- PROBLEM
Would you please give every entry again exactly, without the pictures?

- SOURCE DATA
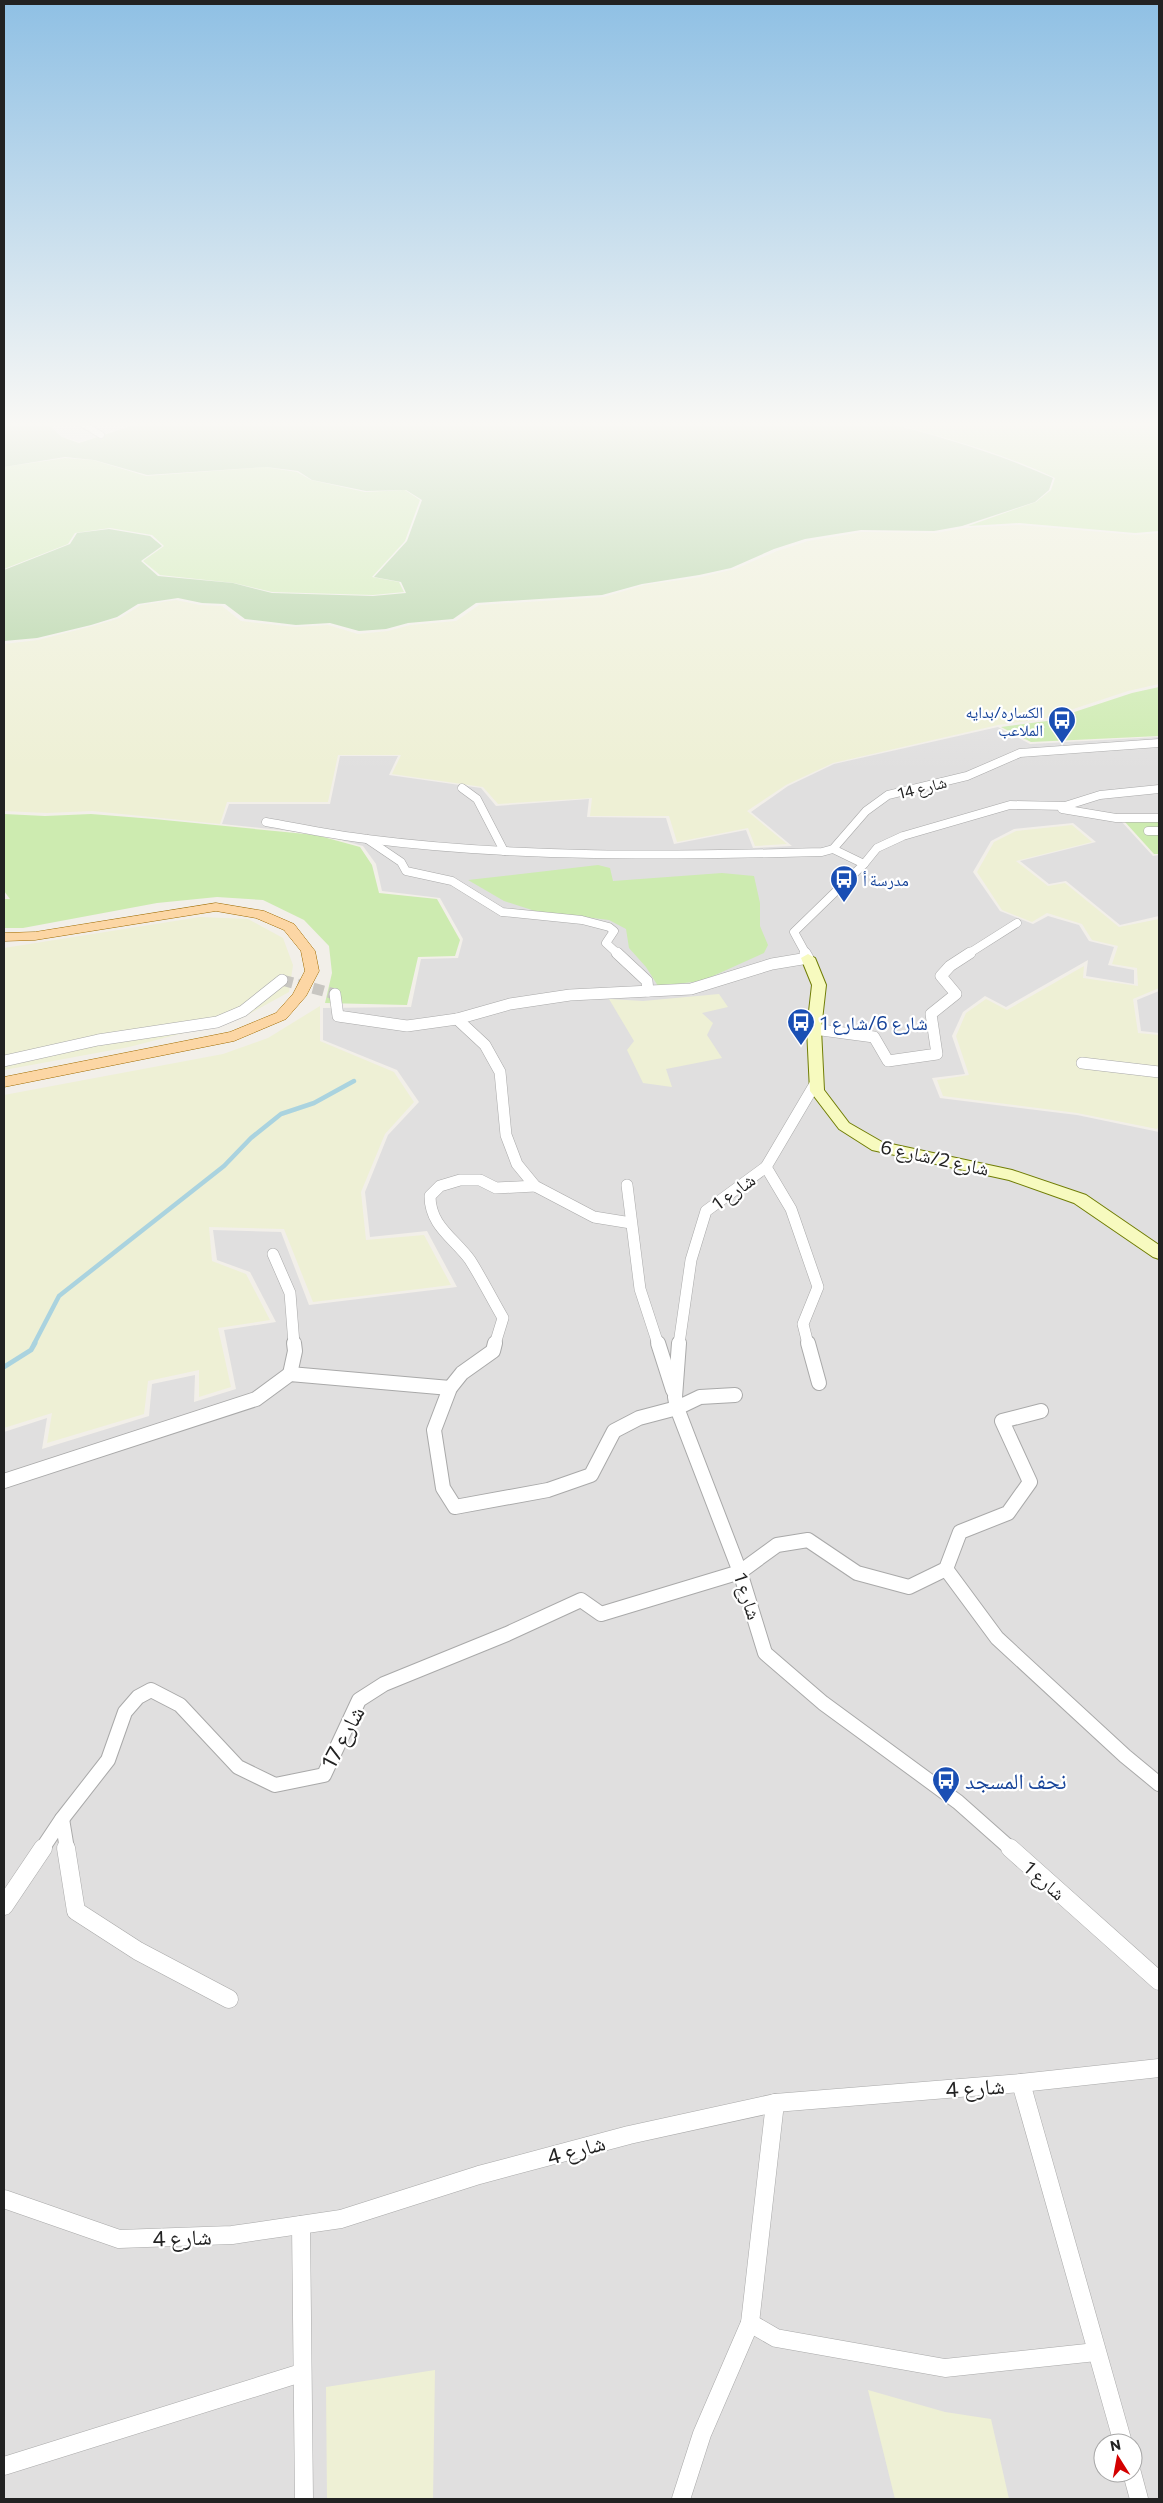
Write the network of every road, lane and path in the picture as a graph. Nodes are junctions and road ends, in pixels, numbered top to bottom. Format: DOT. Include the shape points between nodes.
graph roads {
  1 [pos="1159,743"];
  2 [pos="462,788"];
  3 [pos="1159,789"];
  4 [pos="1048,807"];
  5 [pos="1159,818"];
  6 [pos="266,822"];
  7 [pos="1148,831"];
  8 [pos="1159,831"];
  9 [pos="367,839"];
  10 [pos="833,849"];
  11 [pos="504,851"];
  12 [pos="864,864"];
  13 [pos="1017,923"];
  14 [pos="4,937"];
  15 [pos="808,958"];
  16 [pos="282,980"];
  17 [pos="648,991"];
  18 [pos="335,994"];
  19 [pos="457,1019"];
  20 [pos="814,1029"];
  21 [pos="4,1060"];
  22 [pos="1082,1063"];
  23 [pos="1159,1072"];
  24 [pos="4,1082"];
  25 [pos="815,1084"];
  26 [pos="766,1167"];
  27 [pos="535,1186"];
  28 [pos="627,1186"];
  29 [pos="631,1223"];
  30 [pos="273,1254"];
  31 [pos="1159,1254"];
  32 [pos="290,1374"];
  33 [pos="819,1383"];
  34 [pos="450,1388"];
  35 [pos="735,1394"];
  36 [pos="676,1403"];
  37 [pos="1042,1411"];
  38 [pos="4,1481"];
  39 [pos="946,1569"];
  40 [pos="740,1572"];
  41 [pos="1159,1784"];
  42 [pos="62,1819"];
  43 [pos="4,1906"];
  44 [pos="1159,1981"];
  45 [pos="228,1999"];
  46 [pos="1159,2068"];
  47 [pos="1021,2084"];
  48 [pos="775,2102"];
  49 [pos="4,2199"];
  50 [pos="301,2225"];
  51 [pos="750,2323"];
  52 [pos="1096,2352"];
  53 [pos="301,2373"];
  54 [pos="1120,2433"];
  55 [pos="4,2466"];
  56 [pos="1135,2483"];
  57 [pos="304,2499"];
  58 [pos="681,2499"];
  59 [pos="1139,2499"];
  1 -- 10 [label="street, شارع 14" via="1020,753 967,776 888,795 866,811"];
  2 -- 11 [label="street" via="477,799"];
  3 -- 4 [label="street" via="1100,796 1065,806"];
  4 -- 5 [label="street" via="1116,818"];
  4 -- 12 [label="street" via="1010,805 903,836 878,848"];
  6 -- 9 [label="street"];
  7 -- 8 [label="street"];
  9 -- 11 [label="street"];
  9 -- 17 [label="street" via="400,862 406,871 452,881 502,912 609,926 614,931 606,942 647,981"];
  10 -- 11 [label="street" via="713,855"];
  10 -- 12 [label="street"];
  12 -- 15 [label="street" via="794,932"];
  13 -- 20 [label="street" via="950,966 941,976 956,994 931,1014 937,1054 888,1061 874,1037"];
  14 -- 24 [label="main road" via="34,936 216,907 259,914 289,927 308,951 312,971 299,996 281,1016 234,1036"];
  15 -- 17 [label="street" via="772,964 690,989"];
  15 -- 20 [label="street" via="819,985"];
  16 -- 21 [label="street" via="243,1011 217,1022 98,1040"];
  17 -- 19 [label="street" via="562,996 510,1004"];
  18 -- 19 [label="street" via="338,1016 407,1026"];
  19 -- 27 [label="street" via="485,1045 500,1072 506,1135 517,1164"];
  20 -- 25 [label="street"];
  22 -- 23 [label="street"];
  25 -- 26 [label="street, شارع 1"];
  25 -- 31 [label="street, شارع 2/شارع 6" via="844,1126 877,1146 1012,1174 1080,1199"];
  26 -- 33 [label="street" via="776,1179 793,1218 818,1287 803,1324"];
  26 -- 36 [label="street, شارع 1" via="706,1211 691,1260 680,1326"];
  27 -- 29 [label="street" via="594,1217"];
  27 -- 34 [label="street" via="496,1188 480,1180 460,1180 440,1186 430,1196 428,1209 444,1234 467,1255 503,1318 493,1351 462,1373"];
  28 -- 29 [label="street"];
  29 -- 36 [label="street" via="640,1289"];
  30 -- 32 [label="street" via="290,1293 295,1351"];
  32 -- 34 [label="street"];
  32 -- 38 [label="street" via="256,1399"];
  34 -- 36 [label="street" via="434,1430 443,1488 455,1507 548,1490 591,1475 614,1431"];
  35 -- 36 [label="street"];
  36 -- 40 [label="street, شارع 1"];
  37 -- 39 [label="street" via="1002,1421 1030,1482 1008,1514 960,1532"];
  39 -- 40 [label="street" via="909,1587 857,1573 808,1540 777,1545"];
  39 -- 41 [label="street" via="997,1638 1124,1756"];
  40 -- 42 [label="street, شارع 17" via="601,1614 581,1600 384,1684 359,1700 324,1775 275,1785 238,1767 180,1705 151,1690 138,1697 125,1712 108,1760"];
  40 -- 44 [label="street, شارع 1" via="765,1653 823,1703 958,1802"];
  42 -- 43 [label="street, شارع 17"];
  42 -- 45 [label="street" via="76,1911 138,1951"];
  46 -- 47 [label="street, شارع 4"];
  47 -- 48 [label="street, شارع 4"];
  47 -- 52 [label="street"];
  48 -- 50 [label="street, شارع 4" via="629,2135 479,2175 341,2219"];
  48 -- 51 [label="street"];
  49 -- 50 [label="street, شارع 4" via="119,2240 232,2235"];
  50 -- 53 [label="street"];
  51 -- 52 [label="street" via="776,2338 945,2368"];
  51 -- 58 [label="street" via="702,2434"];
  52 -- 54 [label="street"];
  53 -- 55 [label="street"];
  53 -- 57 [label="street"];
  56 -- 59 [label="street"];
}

- EXERCISE OUTPUT
Write the network of every road, lane and path in the picture as a graph. Nodes are junctions and road ends, in pixels, numbered top to bottom. Format: DOT. Include the shape points between nodes.
graph roads {
  1 [pos="1159,743"];
  2 [pos="462,788"];
  3 [pos="1159,789"];
  4 [pos="1048,807"];
  5 [pos="1159,818"];
  6 [pos="266,822"];
  7 [pos="1148,831"];
  8 [pos="1159,831"];
  9 [pos="367,839"];
  10 [pos="833,849"];
  11 [pos="504,851"];
  12 [pos="864,864"];
  13 [pos="1017,923"];
  14 [pos="4,937"];
  15 [pos="808,958"];
  16 [pos="282,980"];
  17 [pos="648,991"];
  18 [pos="335,994"];
  19 [pos="457,1019"];
  20 [pos="814,1029"];
  21 [pos="4,1060"];
  22 [pos="1082,1063"];
  23 [pos="1159,1072"];
  24 [pos="4,1082"];
  25 [pos="815,1084"];
  26 [pos="766,1167"];
  27 [pos="535,1186"];
  28 [pos="627,1186"];
  29 [pos="631,1223"];
  30 [pos="273,1254"];
  31 [pos="1159,1254"];
  32 [pos="290,1374"];
  33 [pos="819,1383"];
  34 [pos="450,1388"];
  35 [pos="735,1394"];
  36 [pos="676,1403"];
  37 [pos="1042,1411"];
  38 [pos="4,1481"];
  39 [pos="946,1569"];
  40 [pos="740,1572"];
  41 [pos="1159,1784"];
  42 [pos="62,1819"];
  43 [pos="4,1906"];
  44 [pos="1159,1981"];
  45 [pos="228,1999"];
  46 [pos="1159,2068"];
  47 [pos="1021,2084"];
  48 [pos="775,2102"];
  49 [pos="4,2199"];
  50 [pos="301,2225"];
  51 [pos="750,2323"];
  52 [pos="1096,2352"];
  53 [pos="301,2373"];
  54 [pos="1120,2433"];
  55 [pos="4,2466"];
  56 [pos="1135,2483"];
  57 [pos="304,2499"];
  58 [pos="681,2499"];
  59 [pos="1139,2499"];
  1 -- 10 [label="street, شارع 14" via="1020,753 967,776 888,795 866,811"];
  2 -- 11 [label="street" via="477,799"];
  3 -- 4 [label="street" via="1100,796 1065,806"];
  4 -- 5 [label="street" via="1116,818"];
  4 -- 12 [label="street" via="1010,805 903,836 878,848"];
  6 -- 9 [label="street"];
  7 -- 8 [label="street"];
  9 -- 11 [label="street"];
  9 -- 17 [label="street" via="400,862 406,871 452,881 502,912 609,926 614,931 606,942 647,981"];
  10 -- 11 [label="street" via="713,855"];
  10 -- 12 [label="street"];
  12 -- 15 [label="street" via="794,932"];
  13 -- 20 [label="street" via="950,966 941,976 956,994 931,1014 937,1054 888,1061 874,1037"];
  14 -- 24 [label="main road" via="34,936 216,907 259,914 289,927 308,951 312,971 299,996 281,1016 234,1036"];
  15 -- 17 [label="street" via="772,964 690,989"];
  15 -- 20 [label="street" via="819,985"];
  16 -- 21 [label="street" via="243,1011 217,1022 98,1040"];
  17 -- 19 [label="street" via="562,996 510,1004"];
  18 -- 19 [label="street" via="338,1016 407,1026"];
  19 -- 27 [label="street" via="485,1045 500,1072 506,1135 517,1164"];
  20 -- 25 [label="street"];
  22 -- 23 [label="street"];
  25 -- 26 [label="street, شارع 1"];
  25 -- 31 [label="street, شارع 2/شارع 6" via="844,1126 877,1146 1012,1174 1080,1199"];
  26 -- 33 [label="street" via="776,1179 793,1218 818,1287 803,1324"];
  26 -- 36 [label="street, شارع 1" via="706,1211 691,1260 680,1326"];
  27 -- 29 [label="street" via="594,1217"];
  27 -- 34 [label="street" via="496,1188 480,1180 460,1180 440,1186 430,1196 428,1209 444,1234 467,1255 503,1318 493,1351 462,1373"];
  28 -- 29 [label="street"];
  29 -- 36 [label="street" via="640,1289"];
  30 -- 32 [label="street" via="290,1293 295,1351"];
  32 -- 34 [label="street"];
  32 -- 38 [label="street" via="256,1399"];
  34 -- 36 [label="street" via="434,1430 443,1488 455,1507 548,1490 591,1475 614,1431"];
  35 -- 36 [label="street"];
  36 -- 40 [label="street, شارع 1"];
  37 -- 39 [label="street" via="1002,1421 1030,1482 1008,1514 960,1532"];
  39 -- 40 [label="street" via="909,1587 857,1573 808,1540 777,1545"];
  39 -- 41 [label="street" via="997,1638 1124,1756"];
  40 -- 42 [label="street, شارع 17" via="601,1614 581,1600 384,1684 359,1700 324,1775 275,1785 238,1767 180,1705 151,1690 138,1697 125,1712 108,1760"];
  40 -- 44 [label="street, شارع 1" via="765,1653 823,1703 958,1802"];
  42 -- 43 [label="street, شارع 17"];
  42 -- 45 [label="street" via="76,1911 138,1951"];
  46 -- 47 [label="street, شارع 4"];
  47 -- 48 [label="street, شارع 4"];
  47 -- 52 [label="street"];
  48 -- 50 [label="street, شارع 4" via="629,2135 479,2175 341,2219"];
  48 -- 51 [label="street"];
  49 -- 50 [label="street, شارع 4" via="119,2240 232,2235"];
  50 -- 53 [label="street"];
  51 -- 52 [label="street" via="776,2338 945,2368"];
  51 -- 58 [label="street" via="702,2434"];
  52 -- 54 [label="street"];
  53 -- 55 [label="street"];
  53 -- 57 [label="street"];
  56 -- 59 [label="street"];
}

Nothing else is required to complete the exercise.